5/13 - "Clearly, the Street is not crazy about Hewlett-Packard’s (HPQ) plan to acquired Electronic Data Systems (EDS). In two days, the Street has knocked about 10% off HP’s stock price, chopping its market cap by about $12.5 billion, almost equal to the $13.9 billion deal price. The obvious question is, why?...And the answer is, there are several reasons."
"Toni Sacconaghi, an analyst at Bernstein Research, notes that since 2002, EDS has generated annual revenue growth of just 0.4% versus 8% for HP. And he notes that gross margins at EDS are around 15%, versus 24% for HP. “Given that we do not believe HP will be able to materially improve either revenue growth or gross margins,” he writes, “the acquisition is likely to result in some multiple compression over time even though the deal is accretive and HP has the opportunity to boost EDS’ operating margins from current levels...He keeps his Market Weight rating on the stock."

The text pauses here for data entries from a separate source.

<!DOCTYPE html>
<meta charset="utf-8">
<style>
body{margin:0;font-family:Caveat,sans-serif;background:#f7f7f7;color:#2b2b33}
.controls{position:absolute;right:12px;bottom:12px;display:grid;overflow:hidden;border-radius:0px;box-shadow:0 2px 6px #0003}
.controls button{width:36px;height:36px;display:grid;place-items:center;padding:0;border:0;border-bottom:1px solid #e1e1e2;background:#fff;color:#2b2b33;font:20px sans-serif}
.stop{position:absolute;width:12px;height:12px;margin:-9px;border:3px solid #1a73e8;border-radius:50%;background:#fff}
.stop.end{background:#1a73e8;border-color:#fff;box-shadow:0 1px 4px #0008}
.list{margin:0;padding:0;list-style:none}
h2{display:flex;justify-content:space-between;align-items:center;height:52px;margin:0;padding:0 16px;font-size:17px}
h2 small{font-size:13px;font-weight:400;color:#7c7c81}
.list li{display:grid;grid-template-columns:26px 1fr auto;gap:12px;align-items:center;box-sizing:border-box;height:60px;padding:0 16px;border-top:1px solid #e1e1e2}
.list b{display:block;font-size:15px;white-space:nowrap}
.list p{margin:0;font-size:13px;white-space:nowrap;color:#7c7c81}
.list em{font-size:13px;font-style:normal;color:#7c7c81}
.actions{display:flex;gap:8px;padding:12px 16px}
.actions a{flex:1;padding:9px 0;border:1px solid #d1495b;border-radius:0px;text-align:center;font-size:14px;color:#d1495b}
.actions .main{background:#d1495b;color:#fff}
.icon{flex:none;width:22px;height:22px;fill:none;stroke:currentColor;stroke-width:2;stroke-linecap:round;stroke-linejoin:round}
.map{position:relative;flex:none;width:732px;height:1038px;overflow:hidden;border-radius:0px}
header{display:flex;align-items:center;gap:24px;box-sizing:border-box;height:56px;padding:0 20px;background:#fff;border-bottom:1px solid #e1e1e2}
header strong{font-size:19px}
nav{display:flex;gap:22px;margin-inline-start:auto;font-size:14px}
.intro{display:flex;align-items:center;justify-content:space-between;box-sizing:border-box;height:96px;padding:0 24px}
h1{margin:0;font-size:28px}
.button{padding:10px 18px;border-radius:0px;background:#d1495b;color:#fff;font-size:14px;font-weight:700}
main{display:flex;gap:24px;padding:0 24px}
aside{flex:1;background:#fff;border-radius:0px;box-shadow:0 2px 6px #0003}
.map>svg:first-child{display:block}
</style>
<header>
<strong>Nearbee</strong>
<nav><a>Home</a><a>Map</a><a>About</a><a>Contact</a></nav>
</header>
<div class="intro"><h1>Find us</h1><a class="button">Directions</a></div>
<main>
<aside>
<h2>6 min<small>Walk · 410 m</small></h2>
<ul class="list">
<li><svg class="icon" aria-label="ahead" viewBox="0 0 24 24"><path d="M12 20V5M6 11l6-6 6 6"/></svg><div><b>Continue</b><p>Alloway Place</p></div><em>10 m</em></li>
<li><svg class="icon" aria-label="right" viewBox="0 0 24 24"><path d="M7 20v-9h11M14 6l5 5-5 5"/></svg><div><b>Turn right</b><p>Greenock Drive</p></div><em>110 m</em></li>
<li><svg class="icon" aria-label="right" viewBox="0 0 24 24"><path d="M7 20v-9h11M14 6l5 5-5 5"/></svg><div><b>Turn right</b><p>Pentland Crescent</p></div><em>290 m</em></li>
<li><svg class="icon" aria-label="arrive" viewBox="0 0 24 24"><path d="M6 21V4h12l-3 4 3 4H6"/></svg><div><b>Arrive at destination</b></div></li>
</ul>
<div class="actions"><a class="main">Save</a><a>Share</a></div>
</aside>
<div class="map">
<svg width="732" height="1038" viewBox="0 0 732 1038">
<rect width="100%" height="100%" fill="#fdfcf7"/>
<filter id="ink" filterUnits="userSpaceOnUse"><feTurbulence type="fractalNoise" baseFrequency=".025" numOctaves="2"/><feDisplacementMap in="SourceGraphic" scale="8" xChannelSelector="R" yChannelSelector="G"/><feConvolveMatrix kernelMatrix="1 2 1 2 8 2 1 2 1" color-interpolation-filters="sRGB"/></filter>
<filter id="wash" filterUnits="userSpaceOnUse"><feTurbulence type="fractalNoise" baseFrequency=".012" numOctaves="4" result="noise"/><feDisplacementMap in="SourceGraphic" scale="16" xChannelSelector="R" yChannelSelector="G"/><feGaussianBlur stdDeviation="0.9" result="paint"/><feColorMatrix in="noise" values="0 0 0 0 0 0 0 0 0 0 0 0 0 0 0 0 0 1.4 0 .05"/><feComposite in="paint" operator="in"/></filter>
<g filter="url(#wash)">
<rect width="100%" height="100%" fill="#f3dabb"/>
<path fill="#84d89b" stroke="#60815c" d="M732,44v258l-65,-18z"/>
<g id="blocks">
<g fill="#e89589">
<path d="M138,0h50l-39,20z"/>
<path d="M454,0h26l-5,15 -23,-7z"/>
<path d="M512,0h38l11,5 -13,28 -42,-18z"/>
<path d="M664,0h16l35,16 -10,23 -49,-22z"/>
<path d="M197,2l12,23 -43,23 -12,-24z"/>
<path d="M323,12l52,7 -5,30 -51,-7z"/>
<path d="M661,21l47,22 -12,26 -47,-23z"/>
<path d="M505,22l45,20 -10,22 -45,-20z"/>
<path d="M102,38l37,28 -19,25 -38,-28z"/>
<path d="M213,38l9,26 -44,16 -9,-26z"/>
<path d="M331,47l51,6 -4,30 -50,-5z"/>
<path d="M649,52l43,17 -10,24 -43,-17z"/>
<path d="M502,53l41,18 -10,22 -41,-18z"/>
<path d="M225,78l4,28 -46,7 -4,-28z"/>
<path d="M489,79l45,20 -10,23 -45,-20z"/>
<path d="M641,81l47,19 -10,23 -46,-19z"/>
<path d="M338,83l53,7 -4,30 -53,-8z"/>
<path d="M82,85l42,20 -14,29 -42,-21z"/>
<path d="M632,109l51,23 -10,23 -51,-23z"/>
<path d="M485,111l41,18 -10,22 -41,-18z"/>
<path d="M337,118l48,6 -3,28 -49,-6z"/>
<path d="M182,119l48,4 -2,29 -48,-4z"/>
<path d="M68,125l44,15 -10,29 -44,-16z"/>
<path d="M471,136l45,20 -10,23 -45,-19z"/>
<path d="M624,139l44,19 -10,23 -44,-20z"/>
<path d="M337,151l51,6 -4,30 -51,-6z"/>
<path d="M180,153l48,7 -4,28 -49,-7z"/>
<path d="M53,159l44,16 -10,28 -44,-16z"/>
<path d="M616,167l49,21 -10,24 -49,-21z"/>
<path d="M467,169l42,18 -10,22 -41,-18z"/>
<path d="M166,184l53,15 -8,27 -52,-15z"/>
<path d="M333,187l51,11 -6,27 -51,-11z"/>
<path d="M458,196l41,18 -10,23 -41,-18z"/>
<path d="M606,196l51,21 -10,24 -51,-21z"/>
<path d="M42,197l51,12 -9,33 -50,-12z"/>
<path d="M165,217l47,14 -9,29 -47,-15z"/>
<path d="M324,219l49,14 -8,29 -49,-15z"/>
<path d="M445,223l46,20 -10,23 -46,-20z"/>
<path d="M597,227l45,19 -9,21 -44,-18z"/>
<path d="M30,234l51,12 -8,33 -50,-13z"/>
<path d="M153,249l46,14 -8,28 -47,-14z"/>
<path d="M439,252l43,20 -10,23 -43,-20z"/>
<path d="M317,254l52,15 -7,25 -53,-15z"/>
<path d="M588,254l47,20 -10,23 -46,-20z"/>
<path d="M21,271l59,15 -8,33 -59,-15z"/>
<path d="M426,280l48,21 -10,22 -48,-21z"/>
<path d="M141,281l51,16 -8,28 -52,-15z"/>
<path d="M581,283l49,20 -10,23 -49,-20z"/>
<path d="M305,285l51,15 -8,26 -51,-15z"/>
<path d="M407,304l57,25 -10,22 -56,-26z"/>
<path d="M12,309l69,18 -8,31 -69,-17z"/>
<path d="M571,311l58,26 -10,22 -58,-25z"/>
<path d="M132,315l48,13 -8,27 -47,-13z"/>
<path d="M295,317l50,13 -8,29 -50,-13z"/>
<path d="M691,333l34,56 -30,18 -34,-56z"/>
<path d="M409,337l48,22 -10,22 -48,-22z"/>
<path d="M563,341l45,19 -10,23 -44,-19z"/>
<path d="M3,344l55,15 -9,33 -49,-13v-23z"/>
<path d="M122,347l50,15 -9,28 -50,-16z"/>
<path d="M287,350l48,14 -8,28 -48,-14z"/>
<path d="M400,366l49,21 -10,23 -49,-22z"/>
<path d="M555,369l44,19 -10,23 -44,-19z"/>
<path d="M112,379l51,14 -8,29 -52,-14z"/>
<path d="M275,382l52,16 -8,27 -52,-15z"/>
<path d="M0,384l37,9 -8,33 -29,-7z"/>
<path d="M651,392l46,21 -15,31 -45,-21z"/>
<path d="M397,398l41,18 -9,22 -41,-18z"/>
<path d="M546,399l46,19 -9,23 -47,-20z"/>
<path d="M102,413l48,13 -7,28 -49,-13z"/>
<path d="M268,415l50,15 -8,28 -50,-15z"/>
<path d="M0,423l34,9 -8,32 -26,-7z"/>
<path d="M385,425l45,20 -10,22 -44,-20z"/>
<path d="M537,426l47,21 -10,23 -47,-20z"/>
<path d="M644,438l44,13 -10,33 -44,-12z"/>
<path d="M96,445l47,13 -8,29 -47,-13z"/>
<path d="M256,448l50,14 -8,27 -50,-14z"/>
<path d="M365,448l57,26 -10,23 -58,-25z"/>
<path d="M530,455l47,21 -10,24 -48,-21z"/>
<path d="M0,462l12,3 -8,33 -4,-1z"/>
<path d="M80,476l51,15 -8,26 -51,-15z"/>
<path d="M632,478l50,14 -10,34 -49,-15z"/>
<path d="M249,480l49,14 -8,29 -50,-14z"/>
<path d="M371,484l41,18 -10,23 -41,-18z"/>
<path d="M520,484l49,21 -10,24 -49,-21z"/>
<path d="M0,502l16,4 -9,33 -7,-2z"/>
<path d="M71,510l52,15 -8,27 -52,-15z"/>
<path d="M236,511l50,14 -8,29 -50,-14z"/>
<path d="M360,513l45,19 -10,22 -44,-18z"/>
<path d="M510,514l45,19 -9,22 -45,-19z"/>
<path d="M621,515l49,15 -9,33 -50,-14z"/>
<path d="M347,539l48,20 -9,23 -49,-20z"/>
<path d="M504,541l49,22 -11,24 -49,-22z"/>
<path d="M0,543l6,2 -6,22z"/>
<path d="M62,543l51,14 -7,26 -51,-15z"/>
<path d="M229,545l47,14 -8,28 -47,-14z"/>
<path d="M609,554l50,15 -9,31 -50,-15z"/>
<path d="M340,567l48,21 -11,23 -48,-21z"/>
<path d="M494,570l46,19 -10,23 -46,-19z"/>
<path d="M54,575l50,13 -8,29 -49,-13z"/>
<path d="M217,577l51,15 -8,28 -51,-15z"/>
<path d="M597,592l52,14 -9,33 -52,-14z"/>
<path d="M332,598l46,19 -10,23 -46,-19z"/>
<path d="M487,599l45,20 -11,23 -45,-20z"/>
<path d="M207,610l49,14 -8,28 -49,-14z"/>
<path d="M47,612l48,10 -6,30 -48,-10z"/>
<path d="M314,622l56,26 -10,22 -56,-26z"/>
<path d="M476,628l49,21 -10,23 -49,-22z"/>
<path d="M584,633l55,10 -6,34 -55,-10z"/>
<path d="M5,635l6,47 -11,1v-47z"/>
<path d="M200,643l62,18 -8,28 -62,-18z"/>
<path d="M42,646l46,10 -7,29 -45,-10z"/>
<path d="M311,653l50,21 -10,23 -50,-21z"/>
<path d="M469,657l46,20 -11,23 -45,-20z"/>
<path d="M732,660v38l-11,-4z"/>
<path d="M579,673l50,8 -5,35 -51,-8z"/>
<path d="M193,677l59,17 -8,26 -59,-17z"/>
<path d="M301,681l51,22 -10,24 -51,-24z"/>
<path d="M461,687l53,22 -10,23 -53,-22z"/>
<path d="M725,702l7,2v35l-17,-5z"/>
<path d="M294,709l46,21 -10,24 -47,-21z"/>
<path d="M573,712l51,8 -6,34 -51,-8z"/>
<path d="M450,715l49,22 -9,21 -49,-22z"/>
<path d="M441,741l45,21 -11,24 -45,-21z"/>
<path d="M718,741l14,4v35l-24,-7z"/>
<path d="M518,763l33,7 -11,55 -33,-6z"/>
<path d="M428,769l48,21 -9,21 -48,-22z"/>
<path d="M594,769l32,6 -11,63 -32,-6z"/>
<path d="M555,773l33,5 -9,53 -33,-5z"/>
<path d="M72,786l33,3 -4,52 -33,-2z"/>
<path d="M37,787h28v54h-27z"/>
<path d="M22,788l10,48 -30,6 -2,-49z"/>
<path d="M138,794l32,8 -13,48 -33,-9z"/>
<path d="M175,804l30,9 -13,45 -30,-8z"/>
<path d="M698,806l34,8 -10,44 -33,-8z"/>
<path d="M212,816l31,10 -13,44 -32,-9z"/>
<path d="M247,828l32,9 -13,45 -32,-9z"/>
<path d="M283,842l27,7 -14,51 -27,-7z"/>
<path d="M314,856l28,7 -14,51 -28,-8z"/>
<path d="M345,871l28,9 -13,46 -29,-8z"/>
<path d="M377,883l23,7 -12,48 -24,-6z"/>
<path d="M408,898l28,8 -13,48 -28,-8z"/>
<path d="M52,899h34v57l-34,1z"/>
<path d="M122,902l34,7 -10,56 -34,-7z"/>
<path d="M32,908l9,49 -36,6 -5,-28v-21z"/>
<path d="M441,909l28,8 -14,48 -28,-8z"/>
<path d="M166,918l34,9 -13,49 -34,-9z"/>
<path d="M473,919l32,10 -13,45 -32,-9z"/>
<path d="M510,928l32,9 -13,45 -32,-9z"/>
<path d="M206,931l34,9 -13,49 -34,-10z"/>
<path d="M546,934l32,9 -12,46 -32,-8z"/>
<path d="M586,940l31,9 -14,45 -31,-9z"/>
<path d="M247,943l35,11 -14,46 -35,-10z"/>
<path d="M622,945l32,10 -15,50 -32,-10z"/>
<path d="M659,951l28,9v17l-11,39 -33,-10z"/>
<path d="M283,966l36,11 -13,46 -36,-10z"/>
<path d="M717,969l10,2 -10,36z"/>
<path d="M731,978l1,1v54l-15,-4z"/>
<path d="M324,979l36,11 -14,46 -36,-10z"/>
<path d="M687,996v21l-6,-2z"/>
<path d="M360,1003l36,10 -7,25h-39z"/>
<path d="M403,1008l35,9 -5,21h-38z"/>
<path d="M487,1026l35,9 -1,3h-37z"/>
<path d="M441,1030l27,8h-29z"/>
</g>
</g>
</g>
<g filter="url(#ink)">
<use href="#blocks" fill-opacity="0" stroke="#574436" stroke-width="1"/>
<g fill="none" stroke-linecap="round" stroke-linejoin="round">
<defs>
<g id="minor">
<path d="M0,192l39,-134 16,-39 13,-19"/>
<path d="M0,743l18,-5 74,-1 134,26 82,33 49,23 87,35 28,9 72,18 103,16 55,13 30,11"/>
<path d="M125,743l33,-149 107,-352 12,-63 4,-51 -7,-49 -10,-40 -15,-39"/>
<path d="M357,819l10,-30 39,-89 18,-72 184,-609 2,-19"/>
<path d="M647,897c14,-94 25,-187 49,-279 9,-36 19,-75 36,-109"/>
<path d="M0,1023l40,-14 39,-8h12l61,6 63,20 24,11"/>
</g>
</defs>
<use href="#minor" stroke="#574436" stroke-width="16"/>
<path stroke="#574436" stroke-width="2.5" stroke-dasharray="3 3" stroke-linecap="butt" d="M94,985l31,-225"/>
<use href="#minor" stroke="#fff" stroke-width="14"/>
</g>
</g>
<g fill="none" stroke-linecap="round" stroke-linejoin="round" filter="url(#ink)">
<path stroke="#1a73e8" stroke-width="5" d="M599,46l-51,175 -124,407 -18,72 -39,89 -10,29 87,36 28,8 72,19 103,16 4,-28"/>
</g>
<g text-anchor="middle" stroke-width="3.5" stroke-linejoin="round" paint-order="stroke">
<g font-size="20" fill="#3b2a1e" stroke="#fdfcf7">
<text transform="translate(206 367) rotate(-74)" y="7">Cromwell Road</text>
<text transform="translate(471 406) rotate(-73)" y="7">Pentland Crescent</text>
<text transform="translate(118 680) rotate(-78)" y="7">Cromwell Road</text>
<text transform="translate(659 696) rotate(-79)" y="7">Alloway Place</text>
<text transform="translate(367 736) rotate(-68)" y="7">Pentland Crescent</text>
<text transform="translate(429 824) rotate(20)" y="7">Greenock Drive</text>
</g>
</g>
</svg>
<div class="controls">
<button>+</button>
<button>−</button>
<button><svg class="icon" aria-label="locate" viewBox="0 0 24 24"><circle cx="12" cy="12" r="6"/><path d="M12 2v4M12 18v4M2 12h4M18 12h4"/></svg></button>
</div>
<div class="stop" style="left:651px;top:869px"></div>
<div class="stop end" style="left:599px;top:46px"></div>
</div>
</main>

"Louis Miscioscia, Cowen: “Now is a good time to buy given the recent hit due to the announced deal with EDS,” he writes. “We would not have recommended that HP acquire EDS, and are concerned about opportunity costs, but we do believe that HP can make it work, that is with a lot of heavy lifting."
"Richard Gardner, Citigroup: “We would be aggressive buyers of HPQ shares on today’s pullback,” he writes. Gardner says the sell-off is “a clear overreaction.” Gardner says that HP faces slower industry growth, more stable component pricing and a more stable dollar going forward, but that “these factors are more than fairly reflect in consensus estimates” and the stock price."